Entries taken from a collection
.....

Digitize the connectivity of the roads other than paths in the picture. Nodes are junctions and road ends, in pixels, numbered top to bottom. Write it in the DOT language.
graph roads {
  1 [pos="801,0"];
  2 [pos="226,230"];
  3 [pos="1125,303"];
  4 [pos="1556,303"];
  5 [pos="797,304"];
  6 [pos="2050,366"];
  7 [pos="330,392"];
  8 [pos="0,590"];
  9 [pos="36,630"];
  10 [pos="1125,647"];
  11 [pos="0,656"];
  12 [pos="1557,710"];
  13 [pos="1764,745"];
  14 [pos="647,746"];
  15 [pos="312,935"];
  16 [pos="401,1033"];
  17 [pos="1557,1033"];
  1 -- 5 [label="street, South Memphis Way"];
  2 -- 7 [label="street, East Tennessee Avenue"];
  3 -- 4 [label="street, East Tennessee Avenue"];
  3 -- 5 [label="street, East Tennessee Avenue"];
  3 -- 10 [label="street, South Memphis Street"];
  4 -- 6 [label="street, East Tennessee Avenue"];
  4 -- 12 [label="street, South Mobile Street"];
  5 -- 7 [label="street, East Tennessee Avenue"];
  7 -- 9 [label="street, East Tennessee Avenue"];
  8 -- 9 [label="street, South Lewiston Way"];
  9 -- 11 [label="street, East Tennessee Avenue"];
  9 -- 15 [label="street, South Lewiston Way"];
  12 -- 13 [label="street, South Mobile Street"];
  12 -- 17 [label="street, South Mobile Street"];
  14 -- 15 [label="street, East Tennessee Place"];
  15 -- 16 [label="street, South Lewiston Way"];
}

.....

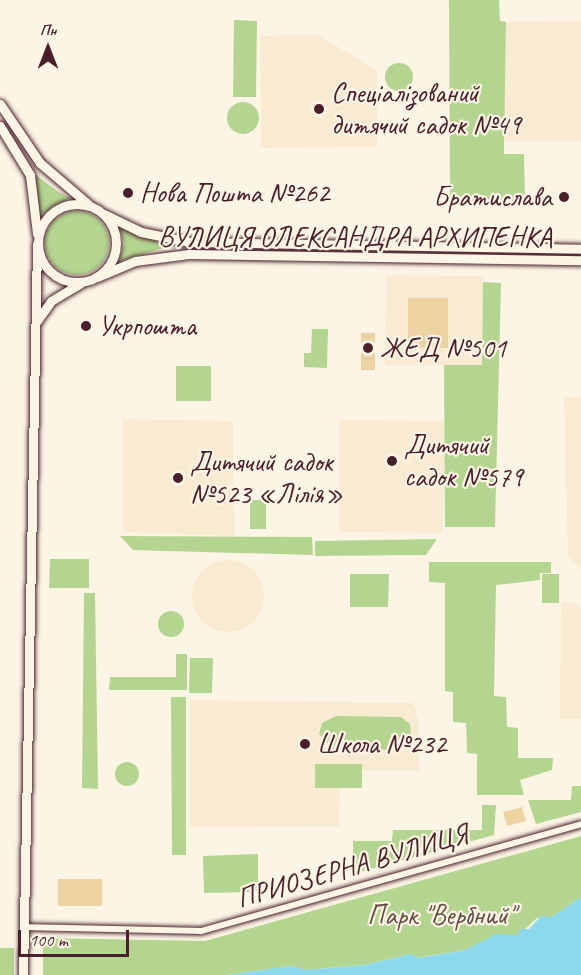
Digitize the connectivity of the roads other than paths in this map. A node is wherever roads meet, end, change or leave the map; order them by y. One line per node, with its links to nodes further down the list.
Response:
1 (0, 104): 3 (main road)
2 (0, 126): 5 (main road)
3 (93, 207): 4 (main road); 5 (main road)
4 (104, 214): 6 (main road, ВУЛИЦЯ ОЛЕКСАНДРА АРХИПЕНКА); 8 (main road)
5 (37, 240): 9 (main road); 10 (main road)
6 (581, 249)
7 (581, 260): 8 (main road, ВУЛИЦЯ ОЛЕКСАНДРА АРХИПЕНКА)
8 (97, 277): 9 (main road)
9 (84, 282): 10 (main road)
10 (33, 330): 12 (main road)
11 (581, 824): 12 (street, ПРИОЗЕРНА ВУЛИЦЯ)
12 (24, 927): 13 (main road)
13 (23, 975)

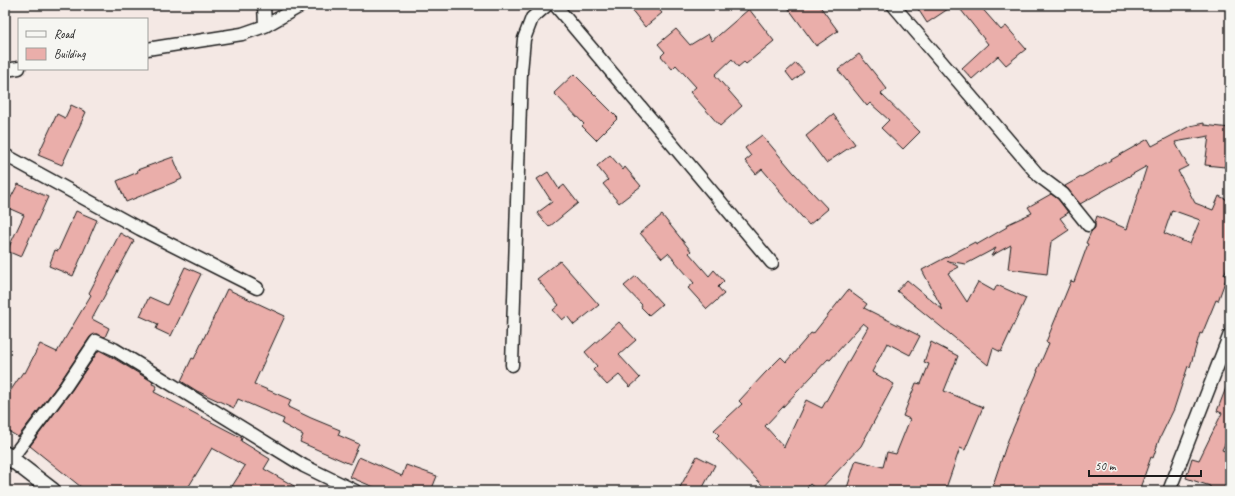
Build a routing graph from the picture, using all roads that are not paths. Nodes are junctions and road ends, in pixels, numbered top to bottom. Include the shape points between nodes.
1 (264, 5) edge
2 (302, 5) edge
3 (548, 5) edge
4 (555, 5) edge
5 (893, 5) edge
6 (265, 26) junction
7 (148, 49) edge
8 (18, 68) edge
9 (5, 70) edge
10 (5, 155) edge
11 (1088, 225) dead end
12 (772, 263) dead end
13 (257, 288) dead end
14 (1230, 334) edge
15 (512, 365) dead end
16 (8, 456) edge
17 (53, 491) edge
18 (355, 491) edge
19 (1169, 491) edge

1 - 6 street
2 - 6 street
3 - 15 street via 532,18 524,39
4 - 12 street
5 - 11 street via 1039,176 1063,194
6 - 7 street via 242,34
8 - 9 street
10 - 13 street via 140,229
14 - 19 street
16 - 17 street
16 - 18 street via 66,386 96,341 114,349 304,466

.....

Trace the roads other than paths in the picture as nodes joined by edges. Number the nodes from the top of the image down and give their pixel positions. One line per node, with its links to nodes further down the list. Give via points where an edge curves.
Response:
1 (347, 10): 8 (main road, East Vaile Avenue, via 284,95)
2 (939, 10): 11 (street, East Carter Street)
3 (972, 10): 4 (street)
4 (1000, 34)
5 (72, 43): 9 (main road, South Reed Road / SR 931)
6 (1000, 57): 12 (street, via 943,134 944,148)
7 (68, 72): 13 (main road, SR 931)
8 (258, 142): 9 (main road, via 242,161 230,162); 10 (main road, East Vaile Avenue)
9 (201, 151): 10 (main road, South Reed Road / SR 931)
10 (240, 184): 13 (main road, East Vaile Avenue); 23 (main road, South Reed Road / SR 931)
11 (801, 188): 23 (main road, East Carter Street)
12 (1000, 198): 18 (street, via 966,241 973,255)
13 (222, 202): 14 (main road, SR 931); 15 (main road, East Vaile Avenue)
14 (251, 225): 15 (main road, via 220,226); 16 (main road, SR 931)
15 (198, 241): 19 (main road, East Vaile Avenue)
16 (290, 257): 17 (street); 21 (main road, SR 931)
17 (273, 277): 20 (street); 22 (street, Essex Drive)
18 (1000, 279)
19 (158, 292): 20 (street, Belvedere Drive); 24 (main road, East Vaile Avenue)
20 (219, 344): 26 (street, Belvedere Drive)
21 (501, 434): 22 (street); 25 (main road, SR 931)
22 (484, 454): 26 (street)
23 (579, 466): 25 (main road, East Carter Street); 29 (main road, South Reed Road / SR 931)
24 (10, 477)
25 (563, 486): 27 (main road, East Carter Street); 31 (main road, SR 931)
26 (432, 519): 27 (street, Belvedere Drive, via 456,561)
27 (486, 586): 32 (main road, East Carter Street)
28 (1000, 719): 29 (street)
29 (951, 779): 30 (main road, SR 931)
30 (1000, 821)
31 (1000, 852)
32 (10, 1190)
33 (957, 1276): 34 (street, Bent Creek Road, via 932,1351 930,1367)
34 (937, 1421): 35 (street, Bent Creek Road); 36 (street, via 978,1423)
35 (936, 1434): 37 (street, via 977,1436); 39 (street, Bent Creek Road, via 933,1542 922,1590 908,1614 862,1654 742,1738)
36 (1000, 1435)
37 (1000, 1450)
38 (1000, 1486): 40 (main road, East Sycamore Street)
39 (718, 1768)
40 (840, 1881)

.....

● Directions
Go through the lines above. Select every one that has the string "list".

● Solution for this exercise
Digitize the connectivity of the roads other than paths in this map. A node is wherever roads meet, end, change or leave the map; order them by y. One line per node, with its links to nodes further down the list.
Trace the roads other than paths in the picture as nodes joined by edges. Number the nodes from the top of the image down and give their pixel positions. One line per node, with its links to nodes further down the list. Give via points where an edge curves.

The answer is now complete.